Très peu de journaux russes ont choisi mardi de titrer sur l'anniversaire de la Révolution, se contentant du rappels de cet événement historique ou de commentaires d'historiens. "Grande célébration ou grande tragédie?", écrit en Une le tabloïd populaire Komsomolskaïa Pravda.

Vladimir Poutine a soigneusement évité la plupart des événements organisés pour le centenaire, y compris un spectacle lumineux en 3D projeté ce week-end sur la façade du Palais d'Hiver dans sa ville natale, Saint-Pétersbourg.

L'un des seuls événements liés aux commémorations auquel M. Poutine a participé a été l'ouverture d'une nouvelle église à Moscou, qu'il a qualifié de "profondément symbolique" alors que l'arrivée au pouvoir des communistes en 1917 a mené à la persécution du clergé et des croyants.

Fin octobre, M. Poutine a également inauguré un mémorial en hommage aux victimes des répressions politiques, assurant vouloir ainsi "tirer un trait" sur les divisions du passé.

La Révolution est "une partie intégrante et complexe de notre histoire", qui doit "être traitée objectivement et avec respect", a déclaré en novembre M. Poutine qui s'est efforcé, dès son arrivée au pouvoir, de réconcilier la société et la mémoire nationale.

- 'Tirer des leçons' -

Pour le Kremlin, les commémorations de la Révolution doivent servir à "tirer des leçons" du passé.
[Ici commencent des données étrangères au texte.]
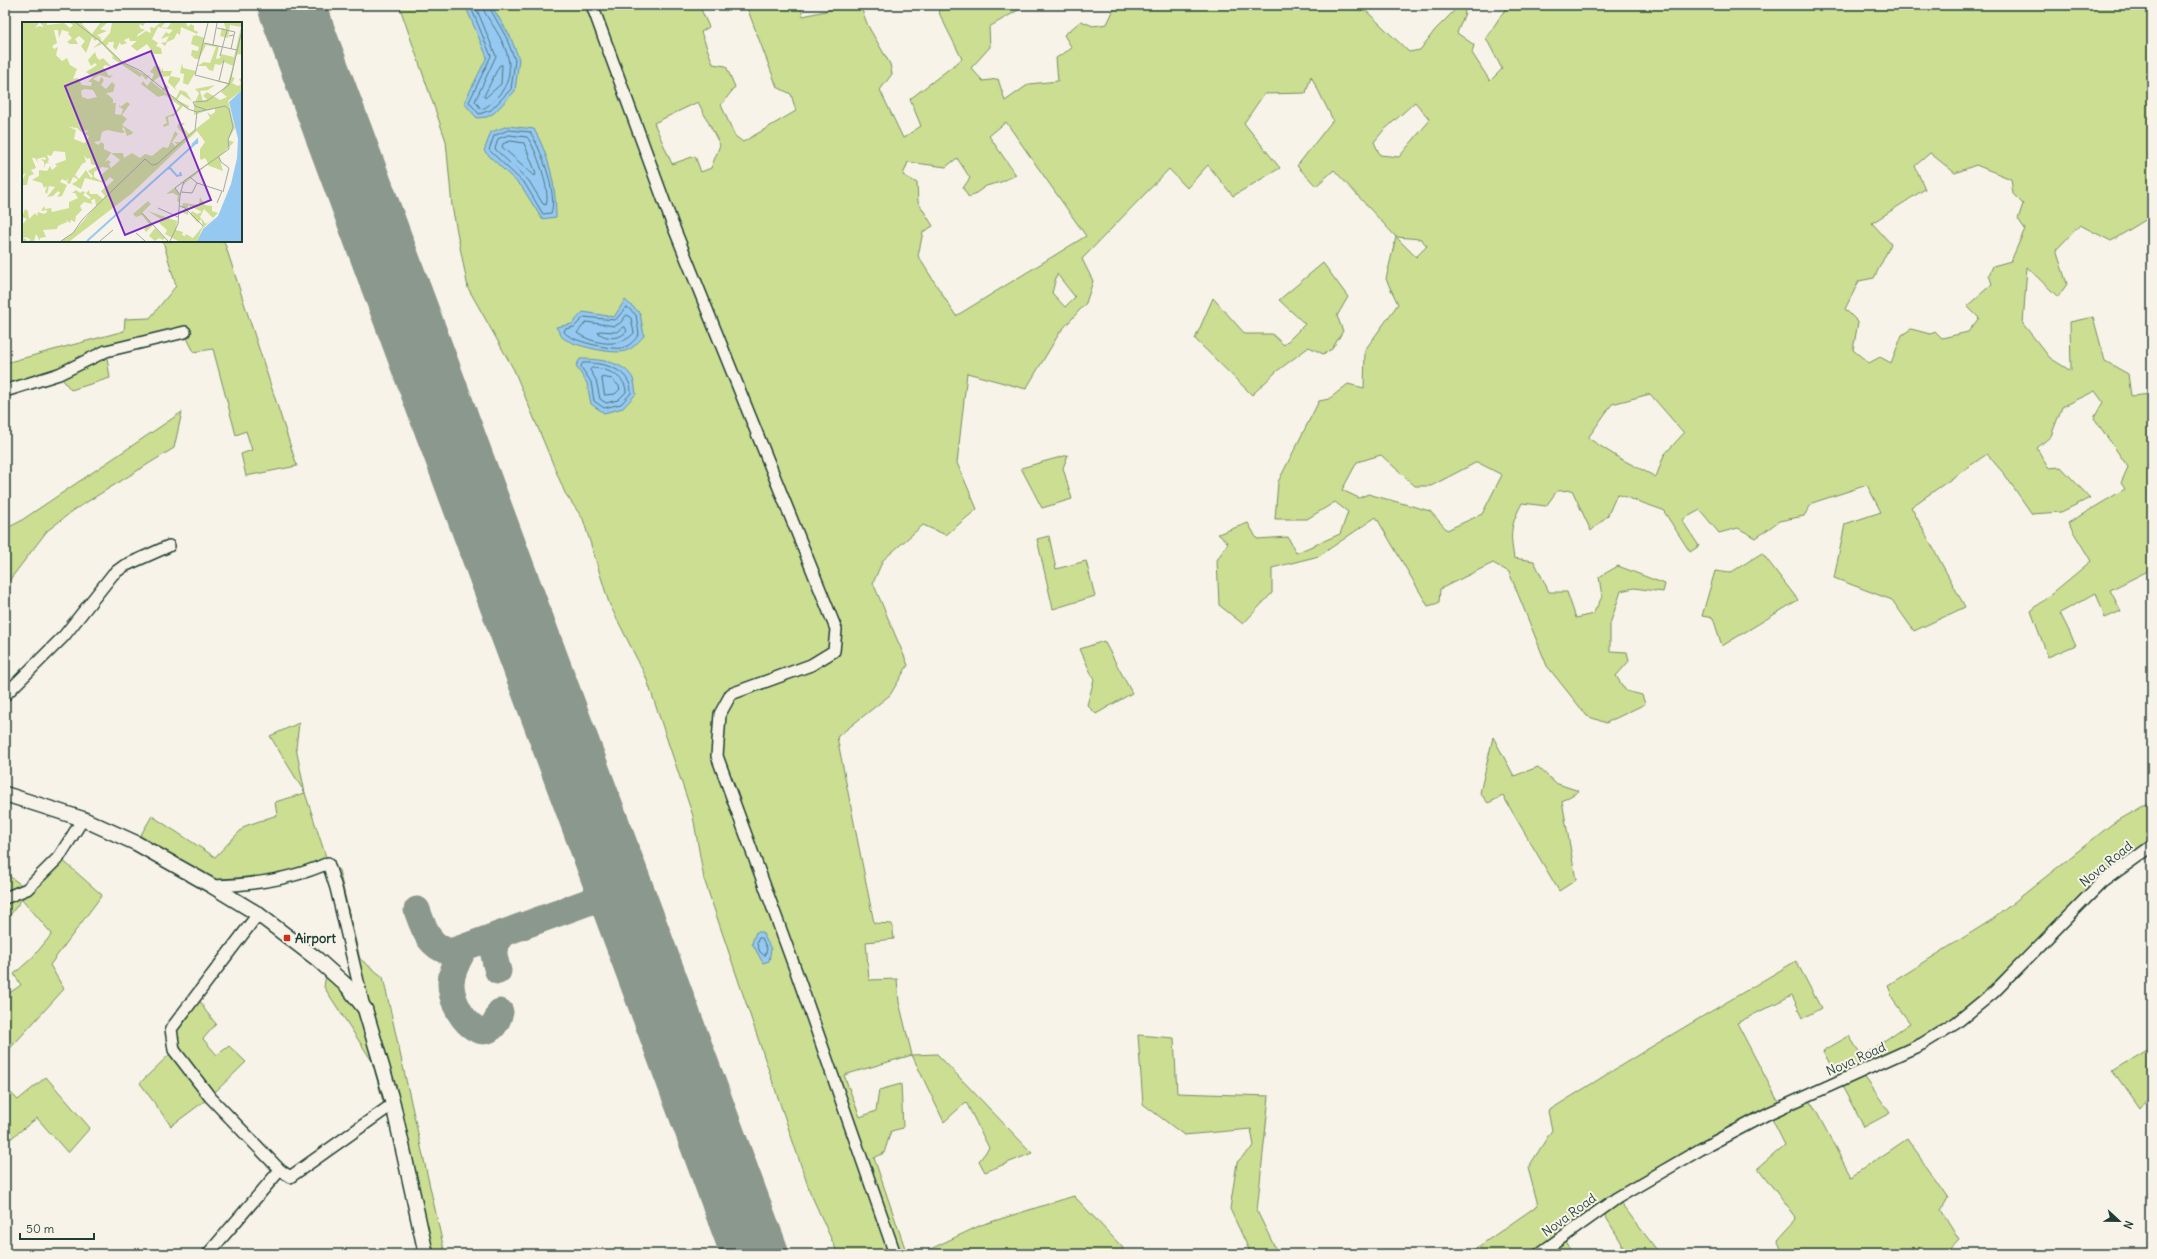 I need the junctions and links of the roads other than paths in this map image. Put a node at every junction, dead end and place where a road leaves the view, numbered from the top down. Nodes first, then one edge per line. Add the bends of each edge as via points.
1 (592, 5) edge
2 (184, 332) dead end
3 (5, 391) edge
4 (169, 546) dead end
5 (5, 695) edge
6 (5, 794) edge
7 (84, 819) junction
8 (2152, 846) edge
9 (212, 886) junction
10 (5, 898) edge
11 (258, 914) junction
12 (365, 1009) junction
13 (393, 1104) junction
14 (280, 1170) junction
15 (208, 1254) edge
16 (426, 1254) edge
17 (896, 1254) edge
18 (1539, 1254) edge

1 - 17 street via 672,223 836,629 834,651 811,665 731,694 720,714 717,756 795,967
2 - 3 street via 106,351 59,374
4 - 5 street via 124,566 113,574 64,636
6 - 7 main road
7 - 9 main road via 136,843
7 - 10 street via 59,857 27,889
8 - 18 street, Nova Road via 2102,882 1994,992 1956,1023 1922,1044 1769,1113 1701,1149 1616,1198
9 - 11 main road
9 - 12 street via 249,885 308,872 328,863
11 - 12 main road via 328,968 347,986
11 - 14 street via 171,1028 174,1050 210,1097
12 - 13 main road
13 - 14 street via 290,1177
13 - 16 main road
14 - 15 street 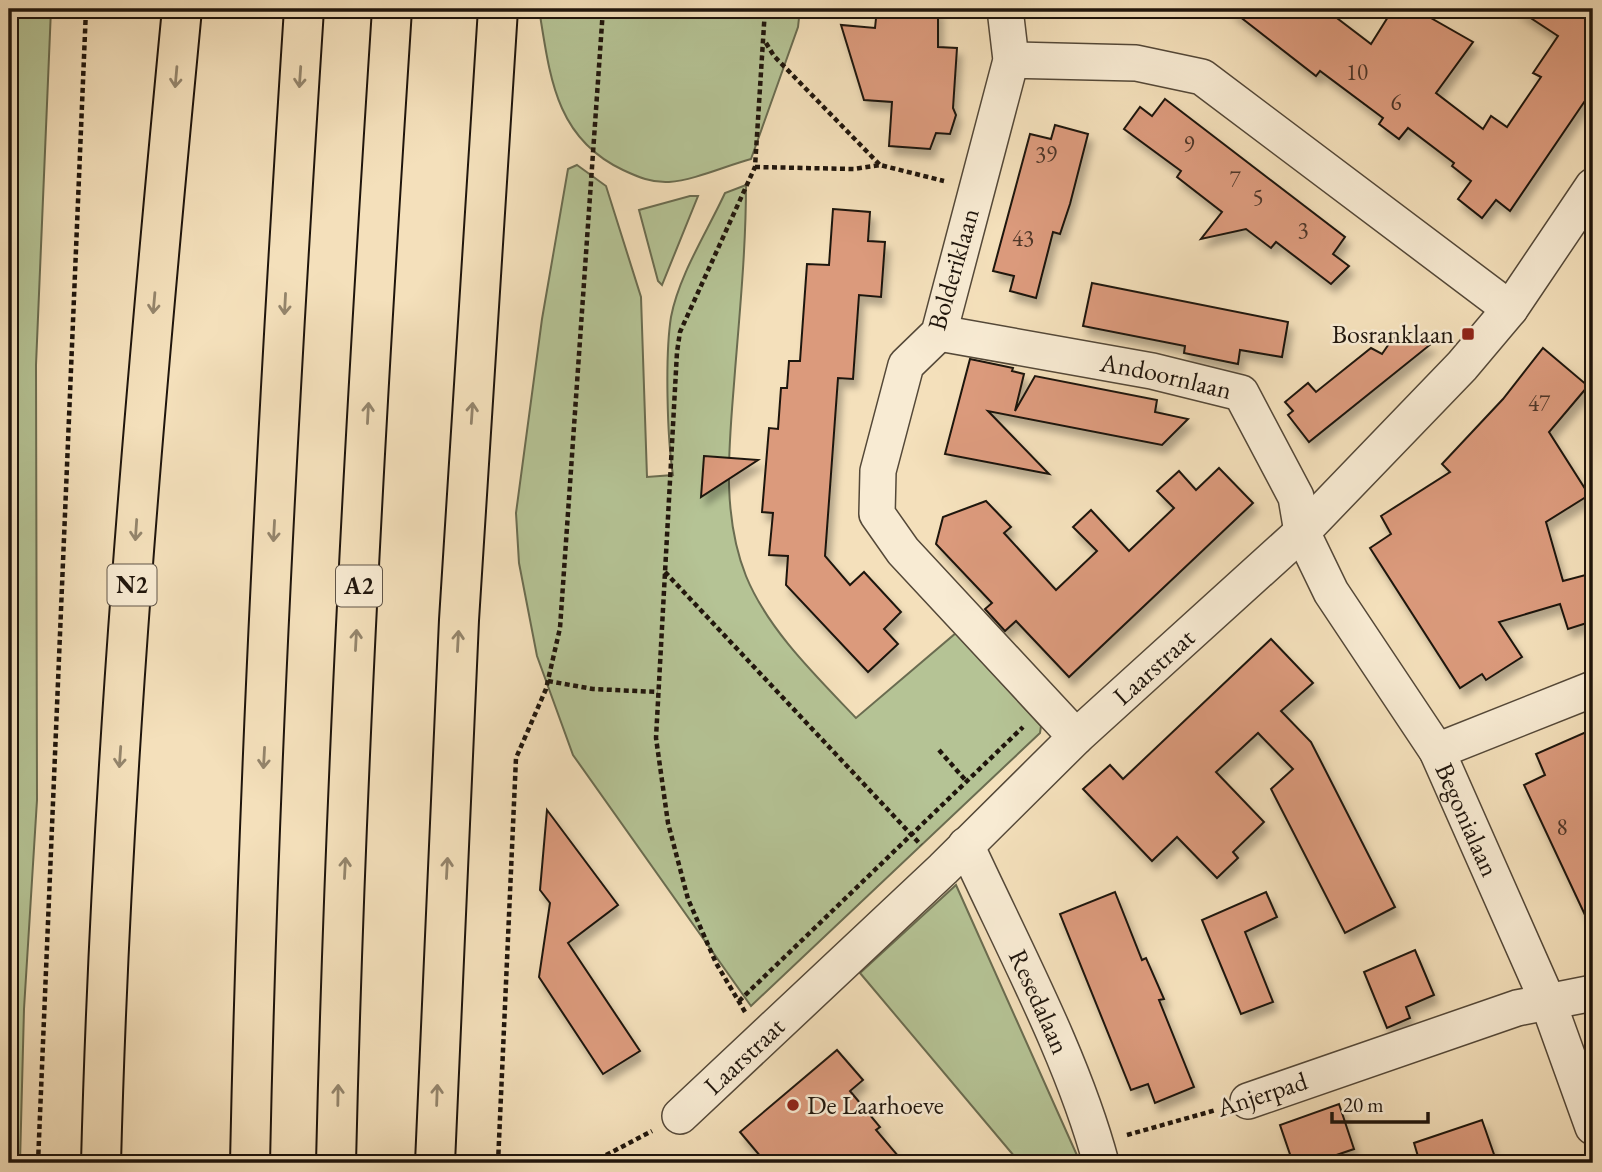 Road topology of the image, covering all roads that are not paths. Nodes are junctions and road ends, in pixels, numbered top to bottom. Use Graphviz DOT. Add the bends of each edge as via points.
graph roads {
  1 [pos="182,9"];
  2 [pos="304,9"];
  3 [pos="392,9"];
  4 [pos="498,9"];
  5 [pos="1005,9"];
  6 [pos="1011,60"];
  7 [pos="1593,186"];
  8 [pos="1510,309"];
  9 [pos="939,333"];
  10 [pos="1302,532"];
  11 [pos="1593,689"];
  12 [pos="1068,729"];
  13 [pos="1437,751"];
  14 [pos="954,857"];
  15 [pos="1593,993"];
  16 [pos="1548,1002"];
  17 [pos="1248,1101"];
  18 [pos="680,1116"];
  19 [pos="1593,1127"];
  20 [pos="1098,1153"];
  21 [pos="102,1163"];
  22 [pos="250,1163"];
  23 [pos="336,1163"];
  24 [pos="435,1163"];
  1 -- 21 [label="highway, N2, one-way" via="127,645 106,969"];
  2 -- 22 [label="highway, one-way" via="284,320 254,967"];
  23 -- 3 [label="highway, A2, one-way" via="341,955"];
  24 -- 4 [label="highway, one-way" via="460,607"];
  5 -- 6 [label="street, Bolderiklaan"];
  6 -- 8 [label="street" via="1136,63 1202,77"];
  6 -- 9 [label="street, Bolderiklaan"];
  7 -- 8 [label="street, Laarstraat"];
  8 -- 10 [label="street, Laarstraat" via="1462,366"];
  9 -- 10 [label="street, Andoornlaan" via="1152,371 1241,393 1296,497"];
  9 -- 12 [label="street, Bolderiklaan" via="906,365 878,471 877,514 903,551"];
  10 -- 12 [label="street, Laarstraat"];
  10 -- 13 [label="street, Begonialaan" via="1331,592"];
  11 -- 13 [label="street"];
  12 -- 14 [label="street, Laarstraat"];
  13 -- 16 [label="street, Begonialaan"];
  14 -- 18 [label="street, Laarstraat"];
  14 -- 20 [label="street, Resedalaan" via="1048,1024"];
  15 -- 16 [label="street, Anjerpad"];
  16 -- 17 [label="street, Anjerpad" via="1517,1008"];
  16 -- 19 [label="street, Begonialaan"];
} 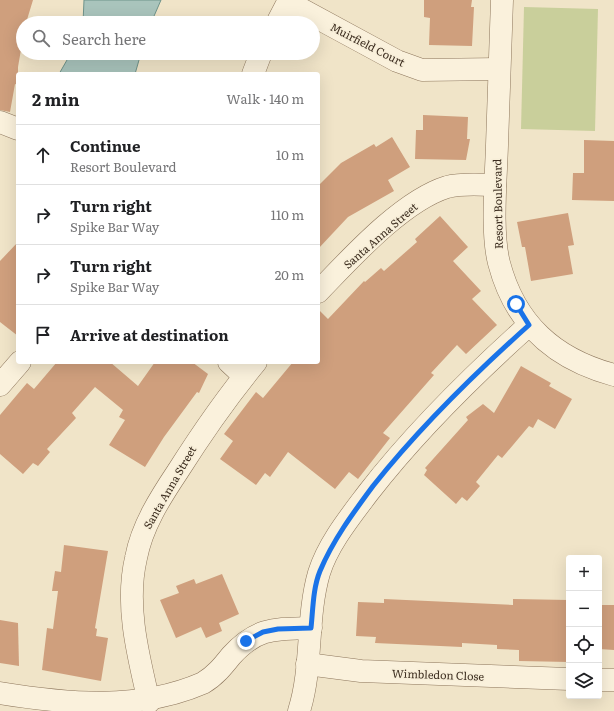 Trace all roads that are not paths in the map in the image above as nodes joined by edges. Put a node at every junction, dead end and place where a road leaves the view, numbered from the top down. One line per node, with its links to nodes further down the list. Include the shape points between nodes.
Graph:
1 (502, 0): 7 (street, Resort Boulevard)
2 (289, 1): 3 (street, Muirfield Court); 4 (street, Muirfield Court)
3 (281, 16)
4 (316, 16)
5 (320, 18): 7 (street, Muirfield Court, via 397,61 422,70)
6 (258, 60): 8 (street)
7 (500, 68): 11 (street, Resort Boulevard)
8 (254, 72)
9 (0, 122): 10 (street)
10 (16, 128)
11 (495, 185): 12 (street, Santa Anna Street, via 470,184 430,193 389,224); 13 (street, Resort Boulevard, via 498,262 516,304)
12 (320, 290)
13 (529, 325): 16 (street, Resort Boulevard, via 544,341 568,357 591,369); 18 (street, via 448,401 398,455 358,507 332,546 320,572)
14 (18, 364): 17 (street)
15 (243, 367): 24 (street, Santa Anna Street, via 168,486 141,538 135,559 132,601 140,662)
16 (614, 375)
17 (0, 385)
18 (311, 628): 19 (street); 24 (street, via 263,632 246,641 203,683 177,695)
19 (307, 664): 20 (street, Wimbledon Close, via 361,671); 25 (street)
20 (566, 679)
21 (602, 680): 22 (street)
22 (614, 680)
23 (0, 693): 24 (street, via 101,707)
24 (149, 702)
25 (299, 711) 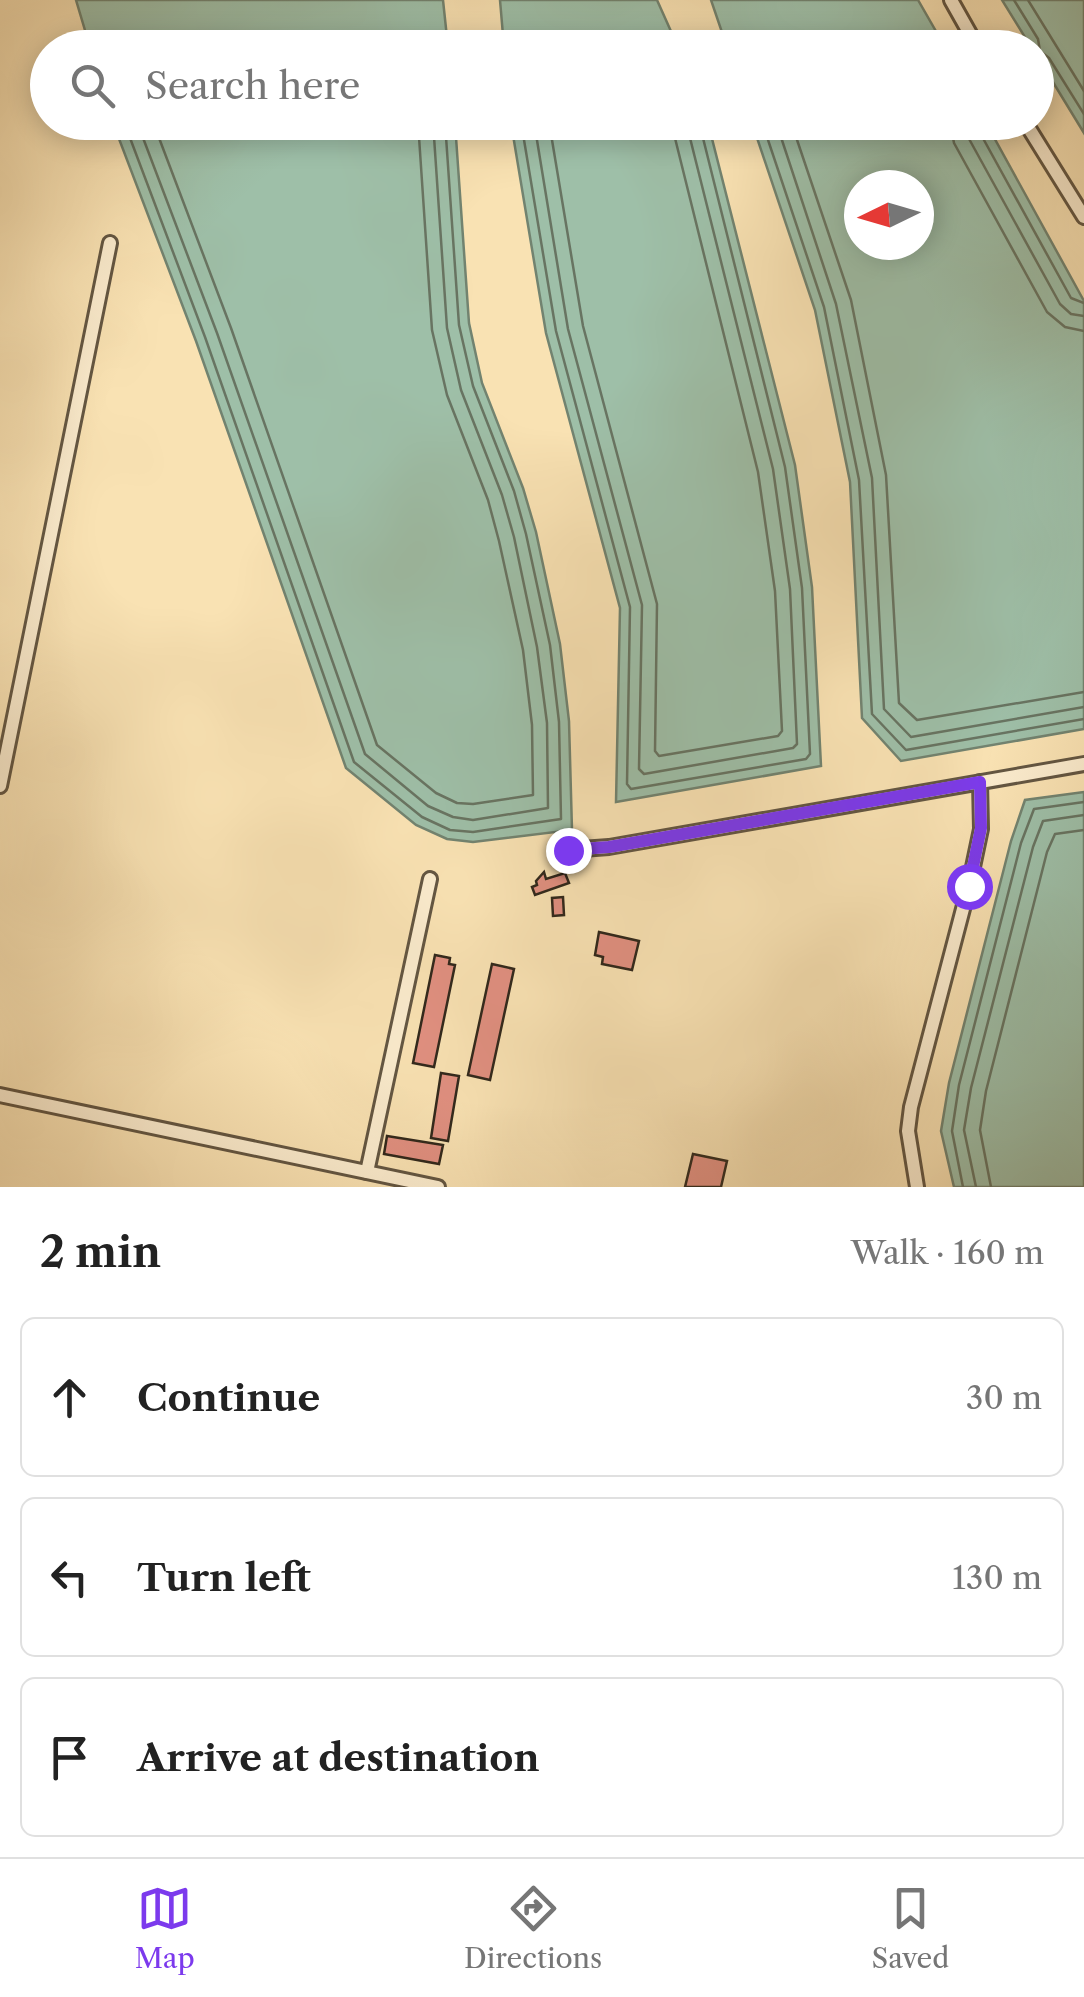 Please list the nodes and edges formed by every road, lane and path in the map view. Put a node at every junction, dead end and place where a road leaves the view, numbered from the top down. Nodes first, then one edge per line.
1 (951, 0) edge
2 (968, 30) edge
3 (1035, 140) edge
4 (1084, 218) edge
5 (110, 243) dead end
6 (1084, 764) edge
7 (980, 782) junction
8 (0, 786) edge
9 (568, 850) dead end
10 (430, 879) dead end
11 (0, 1096) edge
12 (367, 1172) junction
13 (438, 1187) edge
14 (916, 1187) edge

1 - 2 lane
3 - 4 lane
5 - 8 lane
6 - 7 lane
7 - 9 lane
7 - 14 lane
10 - 12 lane
11 - 12 lane
12 - 13 lane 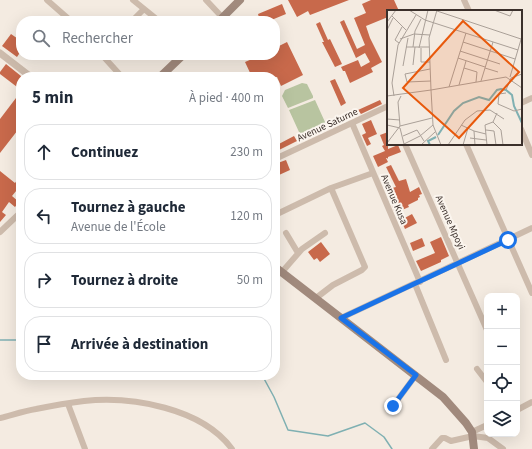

Et ces "leçons à tirer" sont claires: il s'agit de se prémunir contre toute velléité de contestation du pouvoir par la rue, surtout à quelques mois de l'élection présidentielle de mars 2018 à laquelle personne ne doute que M. Poutine se représentera pour un quatrième mandat.

La moindre forme de contestation est immédiatement diabolisée par le pouvoir, qui voit en tout mouvement de protestation sociale ou politique l'oeuvre de forces "antipatriotiques" plus ou moins liées à l'étranger.

La police russe a ainsi arrêté pendant le week-end des centaines de manifestants anti-Poutine descendus dans la rue à l'appel d'un opposant radical en exil, ainsi que des dizaines de membres de groupuscules nationalistes.